Ce qu'il faut savoir :

  • Echaudée par les saccages sur les Champs-Elysées lors de l'acte 18, la préfecture de police de Paris a de nouveau interdit samedi les manifestations sur la célèbre avenue, ainsi que dans un périmètre incluant l'Elysée et l'Assemblée nationale. Ceux qui braveront l'interdit s'exposent à une contravention de 135 euros.
  • Deux manifestations et quatre rassemblements ont été déclarés, sans préciser les lieux. On peut cependant s'attendre à des "cortèges sauvages".
  • Des appels à se rassembler place du Châtelet ou Gare de l'Est en fin de matinée pour rallier la place du Trocadéro, ont circulé sur internet. Face au lourd dispositif policier déployé à Paris, les autorités craignent une délocalisation des heurts dans les villes de province, comme samedi dernier à Nice, où une porte-parole d'Attac avait été blessée dans une charge des forces de l'ordre.

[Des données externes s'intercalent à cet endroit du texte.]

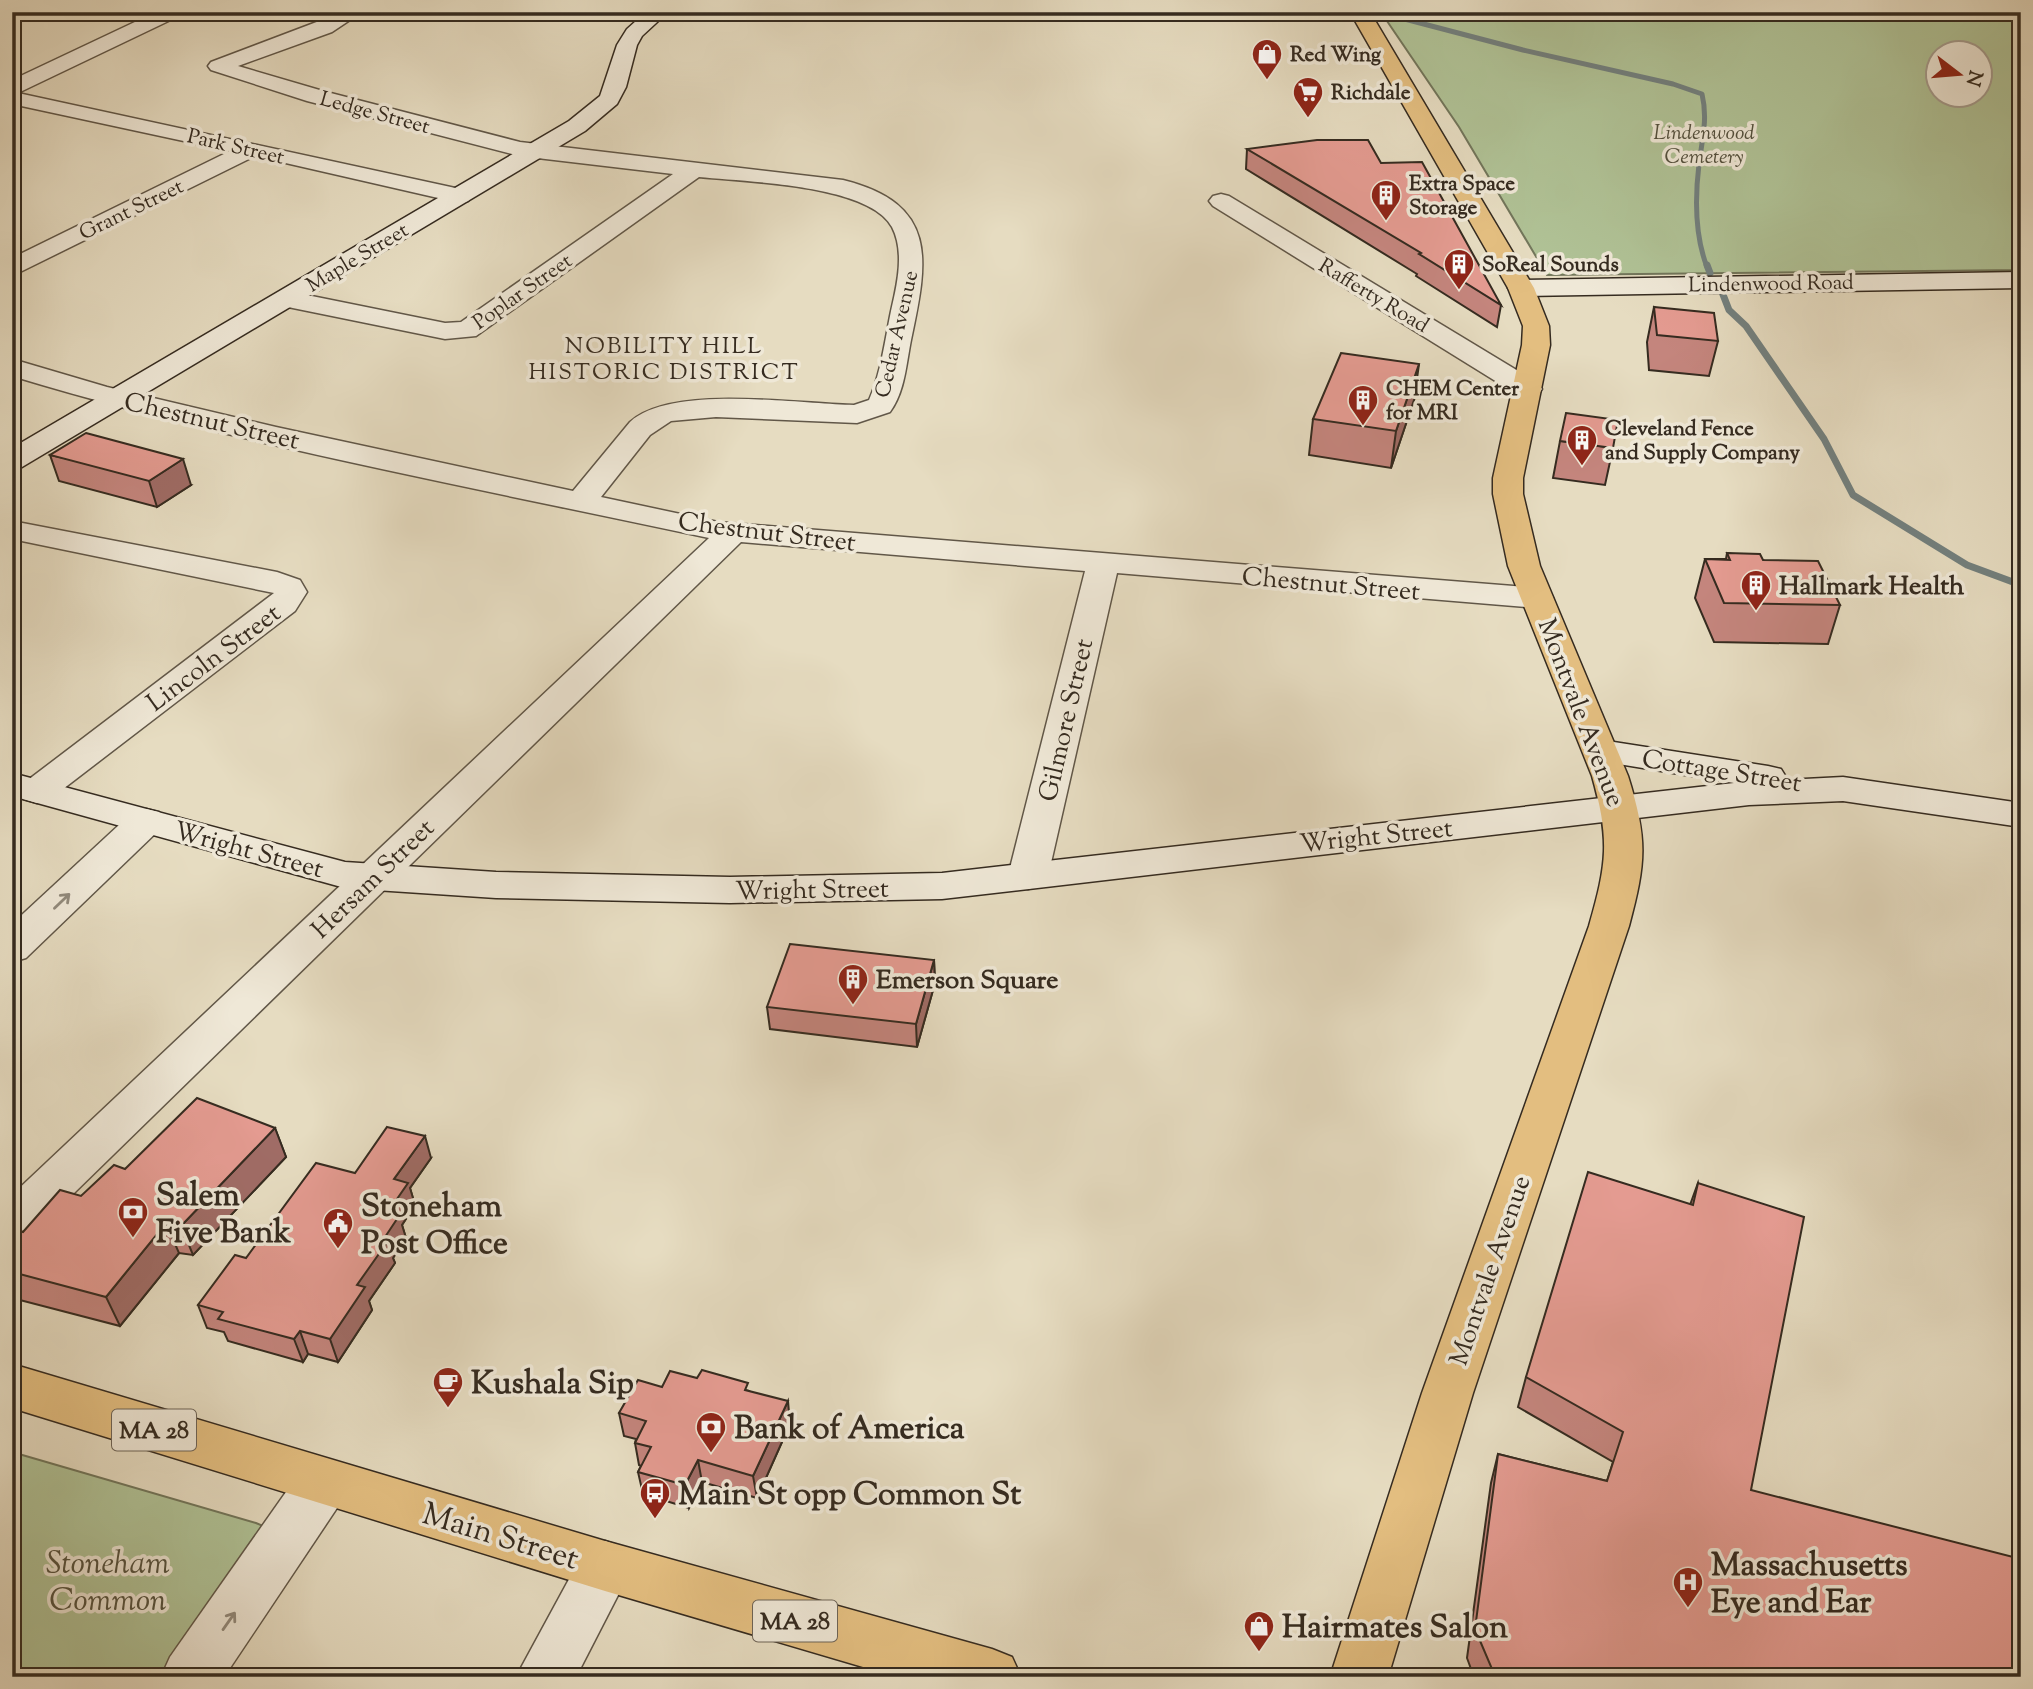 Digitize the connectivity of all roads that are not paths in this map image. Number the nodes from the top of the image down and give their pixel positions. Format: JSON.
{"nodes":[{"id":1,"x":172,"y":12,"type":"edge"},
{"id":2,"x":314,"y":12,"type":"edge"},
{"id":3,"x":658,"y":12,"type":"edge"},
{"id":4,"x":1360,"y":12,"type":"edge"},
{"id":5,"x":12,"y":88,"type":"edge"},
{"id":6,"x":12,"y":98,"type":"edge"},
{"id":7,"x":60,"y":107,"type":"junction"},
{"id":8,"x":23,"y":122,"type":"dead end"},
{"id":9,"x":250,"y":150,"type":"junction"},
{"id":10,"x":535,"y":152,"type":"junction"},
{"id":11,"x":694,"y":170,"type":"junction"},
{"id":12,"x":460,"y":196,"type":"junction"},
{"id":13,"x":1221,"y":201,"type":"dead end"},
{"id":14,"x":12,"y":268,"type":"edge"},
{"id":15,"x":2021,"y":279,"type":"edge"},
{"id":16,"x":1521,"y":288,"type":"junction"},
{"id":17,"x":287,"y":299,"type":"junction"},
{"id":18,"x":12,"y":367,"type":"edge"},
{"id":19,"x":1528,"y":389,"type":"junction"},
{"id":20,"x":120,"y":398,"type":"junction"},
{"id":21,"x":12,"y":461,"type":"edge"},
{"id":22,"x":582,"y":500,"type":"junction"},
{"id":23,"x":12,"y":530,"type":"edge"},
{"id":24,"x":733,"y":533,"type":"junction"},
{"id":25,"x":1102,"y":563,"type":"junction"},
{"id":26,"x":1537,"y":598,"type":"junction"},
{"id":27,"x":1601,"y":751,"type":"junction"},
{"id":28,"x":24,"y":787,"type":"edge"},
{"id":29,"x":1843,"y":789,"type":"junction"},
{"id":30,"x":1620,"y":809,"type":"junction"},
{"id":31,"x":2021,"y":815,"type":"edge"},
{"id":32,"x":146,"y":821,"type":"junction"},
{"id":33,"x":1028,"y":876,"type":"junction"},
{"id":34,"x":372,"y":879,"type":"junction"},
{"id":35,"x":12,"y":948,"type":"edge"},
{"id":36,"x":12,"y":1224,"type":"edge"},
{"id":37,"x":12,"y":1386,"type":"edge"},
{"id":38,"x":324,"y":1482,"type":"junction"},
{"id":39,"x":604,"y":1566,"type":"junction"},
{"id":40,"x":988,"y":1676,"type":"edge"},
{"id":41,"x":190,"y":1677,"type":"edge"},
{"id":42,"x":545,"y":1677,"type":"edge"},
{"id":43,"x":1359,"y":1677,"type":"edge"}],
"edges":[{"from":1,"to":5,"type":"street"},
{"from":2,"to":10,"type":"street","name":"Ledge Street"},
{"from":3,"to":10,"type":"street","name":"Maple Street"},
{"from":4,"to":16,"type":"main road","name":"Montvale Avenue"},
{"from":6,"to":7,"type":"street","name":"Park Street"},
{"from":7,"to":8,"type":"street"},
{"from":7,"to":9,"type":"street","name":"Park Street"},
{"from":9,"to":12,"type":"street","name":"Park Street"},
{"from":9,"to":14,"type":"street","name":"Grant Street"},
{"from":10,"to":11,"type":"street","name":"Cedar Avenue"},
{"from":10,"to":12,"type":"street","name":"Maple Street"},
{"from":11,"to":17,"type":"street","name":"Poplar Street"},
{"from":11,"to":22,"type":"street","name":"Cedar Avenue"},
{"from":12,"to":17,"type":"street","name":"Maple Street"},
{"from":13,"to":19,"type":"street","name":"Rafferty Road"},
{"from":15,"to":16,"type":"street","name":"Lindenwood Road"},
{"from":16,"to":19,"type":"main road","name":"Montvale Avenue"},
{"from":17,"to":20,"type":"street","name":"Maple Street"},
{"from":18,"to":20,"type":"street","name":"Chestnut Street"},
{"from":19,"to":26,"type":"main road","name":"Montvale Avenue"},
{"from":20,"to":21,"type":"street","name":"Maple Street"},
{"from":20,"to":22,"type":"street","name":"Chestnut Street"},
{"from":22,"to":24,"type":"street","name":"Chestnut Street"},
{"from":23,"to":28,"type":"street","name":"Lincoln Street"},
{"from":24,"to":25,"type":"street","name":"Chestnut Street"},
{"from":24,"to":34,"type":"street","name":"Hersam Street"},
{"from":25,"to":26,"type":"street","name":"Chestnut Street"},
{"from":25,"to":33,"type":"street","name":"Gilmore Street"},
{"from":26,"to":27,"type":"main road","name":"Montvale Avenue"},
{"from":27,"to":29,"type":"street","name":"Cottage Street"},
{"from":27,"to":30,"type":"main road","name":"Montvale Avenue"},
{"from":28,"to":32,"type":"street","name":"Wright Street"},
{"from":29,"to":30,"type":"street","name":"Cottage Street"},
{"from":29,"to":31,"type":"street","name":"Cottage Street"},
{"from":30,"to":33,"type":"street","name":"Wright Street"},
{"from":30,"to":43,"type":"main road","name":"Montvale Avenue"},
{"from":32,"to":34,"type":"street","name":"Wright Street"},
{"from":35,"to":32,"type":"street","one_way":true},
{"from":33,"to":34,"type":"street","name":"Wright Street"},
{"from":34,"to":36,"type":"street","name":"Hersam Street"},
{"from":37,"to":38,"type":"main road","name":"Main Street","number":"MA 28"},
{"from":38,"to":39,"type":"main road","name":"Main Street","number":"MA 28"},
{"from":41,"to":38,"type":"street","one_way":true},
{"from":39,"to":40,"type":"main road","name":"Main Street","number":"MA 28"},
{"from":39,"to":42,"type":"street"}]}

  • Le procureur a déclaré vendredi que la chute de Geneviève Legay, 73 ans, avait été provoquée par un policier. Ce dernier avait affirmé avoir poussé un homme avant de rectifier son témoignage.
  • A Bordeaux, où le centre est comme depuis plusieurs semaines interdit aux "gilets jaunes", le nouveau maire Nicolas Florian a décrété une journée "ville-morte" en se disant "très inquiet de ce qui pourrait se passer". La préfecture a évoqué la présence annoncée de "centaines de casseurs".

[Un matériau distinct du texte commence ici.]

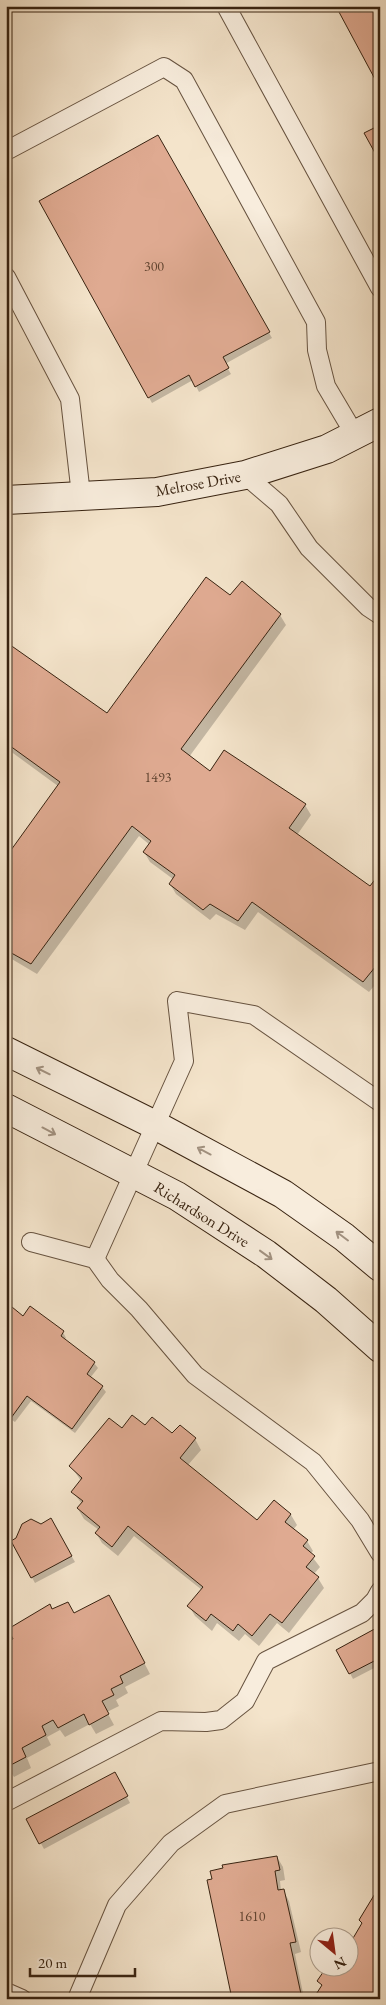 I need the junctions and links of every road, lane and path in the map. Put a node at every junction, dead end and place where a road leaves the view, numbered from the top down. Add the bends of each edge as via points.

  • A Avignon, la préfecture du Vaucluse, qui craint la présence de "groupes activistes violents", a interdit tout rassemblement ou manifestation de 9H00 à minuit, "intra-muros" et sur plusieurs axes périphériques. Des "gilets jaunes" se sont cependant donné rendez-vous au "Palais des Papes", arguant qu'"il n'est pas interdit de se promener".
  • A Saint-Etienne, Toulouse, Epinal et Rouen, les préfectures ont également interdit les manifestations pour prévenir violences et pillages. Des défilés ont également été annoncés à Marseille, Rennes, Caen, Rouen, Montbéliard (Doubs), Strasbourg ou encore Nice.
  • Pendant ce temps, Emmanuel Macron poursuit ses rencontres avec les maires dans le cadre du grand débat, censé pourtant être achevé depuis une semaine. Après la Bretagne mercredi, Emmanuel Macron doit clore jeudi en Corse son tour des régions.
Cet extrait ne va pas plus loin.